If you drive a truck, you may at some point wish to add a trailer to your vehicle to transport additional items. While trailers are very handy, they can also be dangerous. Using trailers incorrectly can cause a truck accident which can result in head injuries, spinal cord injuries, other serious personal injuries, and even fatalities. Here’s how to use trailers correctly:
1) Hitch the trailers to your truck correctly. Read the manuals included with your trailer and ask for help if you need it. Make sure that the lighting connector is properly installed and make sure that the lights work correctly on the trailer. Use safety chains for added security.
2) Before you use the trailer, inspect the trailer and truck. Before each use, check that the wheel bearings are properly lubricated and the tires are in good condition. Make sure that if your trailer has brakes, they are working correctly. Trailers can sustain more stress on the road because they are pulled along, so check each time to make sure the trailer is in good condition.

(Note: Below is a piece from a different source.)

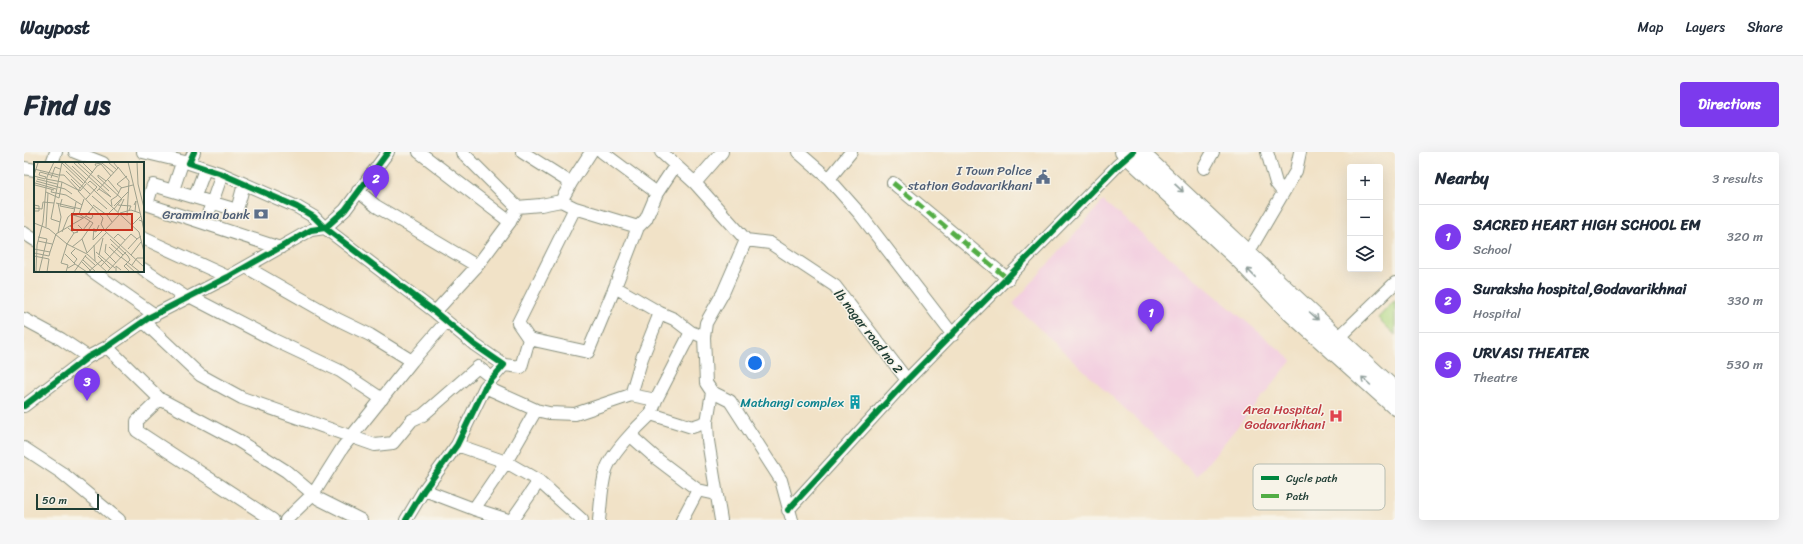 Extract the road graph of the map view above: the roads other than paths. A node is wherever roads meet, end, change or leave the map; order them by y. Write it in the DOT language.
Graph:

3) Load your trailer correctly. Always lock the brakes before beginning to load the trailer and make sure that the trailer is on a level surface to ensure that weight is properly distributed. Use binders or tie downs to secure items securely to the trailer. You don’t want things shifting or flying out of the trailer while you are on the road. When you take a break while driving, you might want to check your binders or tie downs again. If your load has shifted, you may need to adjust them to account for that. When loading your trailer, make sure that you put about 60% of the weight near the front of the trailer. If you have too little weight in front, your trailer may fishtail and pose a danger to other drivers. If you have too much in front you may have a hard time maintaining steering control. Understand the gross vehicle weight and towing capacities and ensure that you do not overload the trailer.
4) Clean your trailer and decks regularly. Keep in mind that trailers do not have to be in motion for an accident to take place. A slippery surface on the trailer or deck can lead to a slip and fall accident, so stay safe when loading and unloading your trailer.
5) When on hills, use the same speed and gear both up and down the hill. Maintain a steady speed and pace and try to brake suddenly, as this can cause your trailer to fishtail. If you will be driving in very hilly areas, consider practicing on a few small hills first to build your confidence.